WORK REQUEST - Would you please repeat all of the data exactly, omitting the pictures?
==========
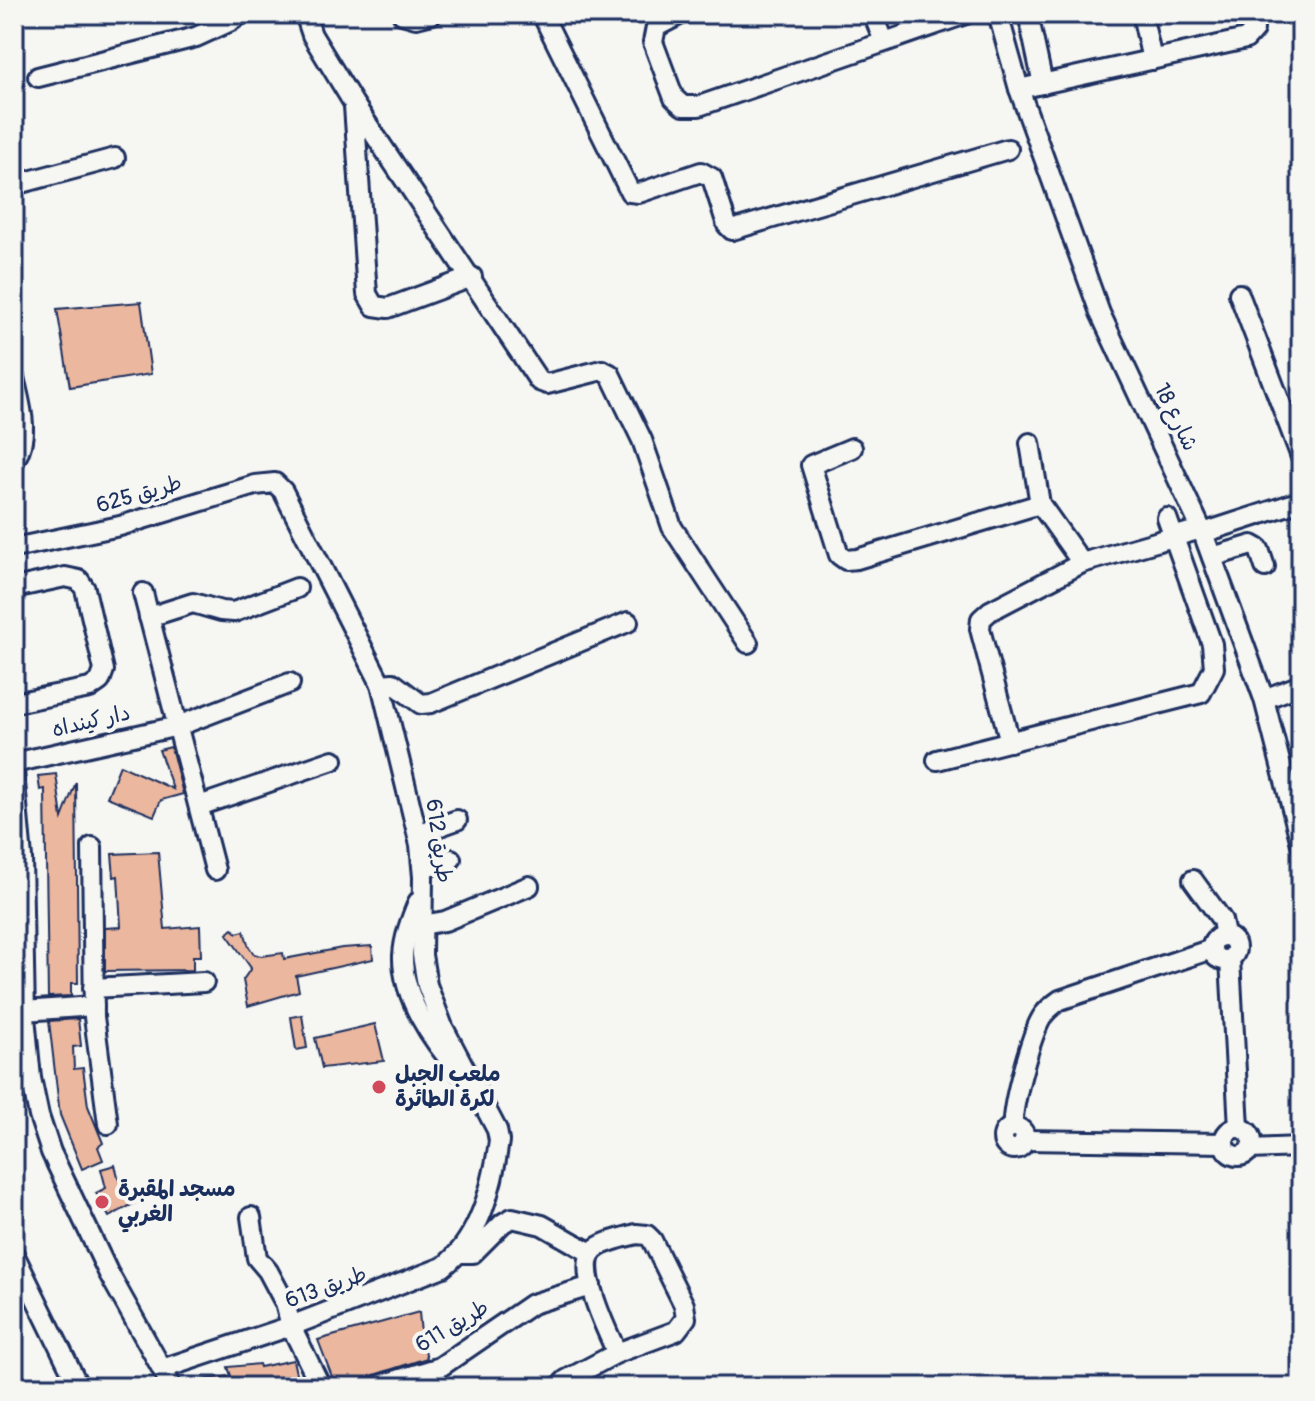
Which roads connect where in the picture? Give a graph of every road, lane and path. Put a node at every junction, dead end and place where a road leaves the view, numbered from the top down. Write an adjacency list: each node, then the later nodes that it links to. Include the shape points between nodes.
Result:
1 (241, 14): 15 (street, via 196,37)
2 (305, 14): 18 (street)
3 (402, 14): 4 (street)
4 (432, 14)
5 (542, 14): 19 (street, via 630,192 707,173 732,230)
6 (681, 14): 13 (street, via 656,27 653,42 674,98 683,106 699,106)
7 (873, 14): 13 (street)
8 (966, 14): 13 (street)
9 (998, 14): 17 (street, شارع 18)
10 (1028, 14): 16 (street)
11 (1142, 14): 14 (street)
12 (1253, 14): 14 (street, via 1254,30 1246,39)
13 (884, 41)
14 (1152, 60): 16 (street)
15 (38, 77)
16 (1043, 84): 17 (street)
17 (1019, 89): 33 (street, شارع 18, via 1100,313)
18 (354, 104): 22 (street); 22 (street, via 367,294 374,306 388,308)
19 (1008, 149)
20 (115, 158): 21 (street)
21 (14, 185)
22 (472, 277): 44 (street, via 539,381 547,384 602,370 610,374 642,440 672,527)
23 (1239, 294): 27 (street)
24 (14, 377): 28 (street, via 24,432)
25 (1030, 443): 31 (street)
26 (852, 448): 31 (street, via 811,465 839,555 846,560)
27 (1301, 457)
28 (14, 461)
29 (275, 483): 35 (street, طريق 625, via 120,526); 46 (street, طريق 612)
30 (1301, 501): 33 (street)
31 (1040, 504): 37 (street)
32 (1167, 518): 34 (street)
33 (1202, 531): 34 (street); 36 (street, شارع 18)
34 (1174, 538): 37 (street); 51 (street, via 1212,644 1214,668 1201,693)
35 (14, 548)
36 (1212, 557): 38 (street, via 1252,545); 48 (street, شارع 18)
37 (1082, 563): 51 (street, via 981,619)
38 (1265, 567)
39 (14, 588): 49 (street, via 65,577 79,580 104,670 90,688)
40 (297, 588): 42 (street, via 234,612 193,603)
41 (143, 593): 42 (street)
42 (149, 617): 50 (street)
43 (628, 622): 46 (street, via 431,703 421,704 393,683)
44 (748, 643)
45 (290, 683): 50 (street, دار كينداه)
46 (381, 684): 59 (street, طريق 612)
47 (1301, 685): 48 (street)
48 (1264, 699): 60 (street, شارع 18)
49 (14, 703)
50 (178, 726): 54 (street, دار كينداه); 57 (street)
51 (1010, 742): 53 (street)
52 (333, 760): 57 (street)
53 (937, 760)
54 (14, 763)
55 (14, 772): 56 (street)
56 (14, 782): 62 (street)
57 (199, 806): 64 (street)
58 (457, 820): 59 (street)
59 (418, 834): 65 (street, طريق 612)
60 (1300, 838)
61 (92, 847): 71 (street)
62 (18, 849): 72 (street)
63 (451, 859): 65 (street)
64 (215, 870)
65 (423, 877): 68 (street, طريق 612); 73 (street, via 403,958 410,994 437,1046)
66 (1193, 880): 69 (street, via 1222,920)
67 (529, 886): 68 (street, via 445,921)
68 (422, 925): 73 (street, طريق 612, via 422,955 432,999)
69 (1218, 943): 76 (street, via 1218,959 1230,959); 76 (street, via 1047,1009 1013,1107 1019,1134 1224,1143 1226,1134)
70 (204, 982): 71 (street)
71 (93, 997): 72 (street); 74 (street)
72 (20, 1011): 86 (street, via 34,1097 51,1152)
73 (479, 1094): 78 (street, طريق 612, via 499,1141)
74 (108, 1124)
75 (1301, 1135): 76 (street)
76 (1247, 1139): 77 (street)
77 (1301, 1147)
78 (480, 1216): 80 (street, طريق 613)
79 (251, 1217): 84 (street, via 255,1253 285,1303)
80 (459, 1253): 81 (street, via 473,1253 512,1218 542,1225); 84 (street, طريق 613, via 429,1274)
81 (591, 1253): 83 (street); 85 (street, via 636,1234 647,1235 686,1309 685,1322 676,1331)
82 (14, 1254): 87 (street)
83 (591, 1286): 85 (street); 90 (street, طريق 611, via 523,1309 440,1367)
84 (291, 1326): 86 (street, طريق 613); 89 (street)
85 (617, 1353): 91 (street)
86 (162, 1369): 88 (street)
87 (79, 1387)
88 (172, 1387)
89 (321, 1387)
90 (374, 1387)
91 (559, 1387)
==========
YOUR RESPONSE -
Which roads connect where in the picture? Give a graph of every road, lane and path. Put a node at every junction, dead end and place where a road leaves the view, numbered from the top down. Write an adjacency list: each node, then the later nodes that it links to. Include the shape points between nodes.
Result:
1 (241, 14): 15 (street, via 196,37)
2 (305, 14): 18 (street)
3 (402, 14): 4 (street)
4 (432, 14)
5 (542, 14): 19 (street, via 630,192 707,173 732,230)
6 (681, 14): 13 (street, via 656,27 653,42 674,98 683,106 699,106)
7 (873, 14): 13 (street)
8 (966, 14): 13 (street)
9 (998, 14): 17 (street, شارع 18)
10 (1028, 14): 16 (street)
11 (1142, 14): 14 (street)
12 (1253, 14): 14 (street, via 1254,30 1246,39)
13 (884, 41)
14 (1152, 60): 16 (street)
15 (38, 77)
16 (1043, 84): 17 (street)
17 (1019, 89): 33 (street, شارع 18, via 1100,313)
18 (354, 104): 22 (street); 22 (street, via 367,294 374,306 388,308)
19 (1008, 149)
20 (115, 158): 21 (street)
21 (14, 185)
22 (472, 277): 44 (street, via 539,381 547,384 602,370 610,374 642,440 672,527)
23 (1239, 294): 27 (street)
24 (14, 377): 28 (street, via 24,432)
25 (1030, 443): 31 (street)
26 (852, 448): 31 (street, via 811,465 839,555 846,560)
27 (1301, 457)
28 (14, 461)
29 (275, 483): 35 (street, طريق 625, via 120,526); 46 (street, طريق 612)
30 (1301, 501): 33 (street)
31 (1040, 504): 37 (street)
32 (1167, 518): 34 (street)
33 (1202, 531): 34 (street); 36 (street, شارع 18)
34 (1174, 538): 37 (street); 51 (street, via 1212,644 1214,668 1201,693)
35 (14, 548)
36 (1212, 557): 38 (street, via 1252,545); 48 (street, شارع 18)
37 (1082, 563): 51 (street, via 981,619)
38 (1265, 567)
39 (14, 588): 49 (street, via 65,577 79,580 104,670 90,688)
40 (297, 588): 42 (street, via 234,612 193,603)
41 (143, 593): 42 (street)
42 (149, 617): 50 (street)
43 (628, 622): 46 (street, via 431,703 421,704 393,683)
44 (748, 643)
45 (290, 683): 50 (street, دار كينداه)
46 (381, 684): 59 (street, طريق 612)
47 (1301, 685): 48 (street)
48 (1264, 699): 60 (street, شارع 18)
49 (14, 703)
50 (178, 726): 54 (street, دار كينداه); 57 (street)
51 (1010, 742): 53 (street)
52 (333, 760): 57 (street)
53 (937, 760)
54 (14, 763)
55 (14, 772): 56 (street)
56 (14, 782): 62 (street)
57 (199, 806): 64 (street)
58 (457, 820): 59 (street)
59 (418, 834): 65 (street, طريق 612)
60 (1300, 838)
61 (92, 847): 71 (street)
62 (18, 849): 72 (street)
63 (451, 859): 65 (street)
64 (215, 870)
65 (423, 877): 68 (street, طريق 612); 73 (street, via 403,958 410,994 437,1046)
66 (1193, 880): 69 (street, via 1222,920)
67 (529, 886): 68 (street, via 445,921)
68 (422, 925): 73 (street, طريق 612, via 422,955 432,999)
69 (1218, 943): 76 (street, via 1218,959 1230,959); 76 (street, via 1047,1009 1013,1107 1019,1134 1224,1143 1226,1134)
70 (204, 982): 71 (street)
71 (93, 997): 72 (street); 74 (street)
72 (20, 1011): 86 (street, via 34,1097 51,1152)
73 (479, 1094): 78 (street, طريق 612, via 499,1141)
74 (108, 1124)
75 (1301, 1135): 76 (street)
76 (1247, 1139): 77 (street)
77 (1301, 1147)
78 (480, 1216): 80 (street, طريق 613)
79 (251, 1217): 84 (street, via 255,1253 285,1303)
80 (459, 1253): 81 (street, via 473,1253 512,1218 542,1225); 84 (street, طريق 613, via 429,1274)
81 (591, 1253): 83 (street); 85 (street, via 636,1234 647,1235 686,1309 685,1322 676,1331)
82 (14, 1254): 87 (street)
83 (591, 1286): 85 (street); 90 (street, طريق 611, via 523,1309 440,1367)
84 (291, 1326): 86 (street, طريق 613); 89 (street)
85 (617, 1353): 91 (street)
86 (162, 1369): 88 (street)
87 (79, 1387)
88 (172, 1387)
89 (321, 1387)
90 (374, 1387)
91 (559, 1387)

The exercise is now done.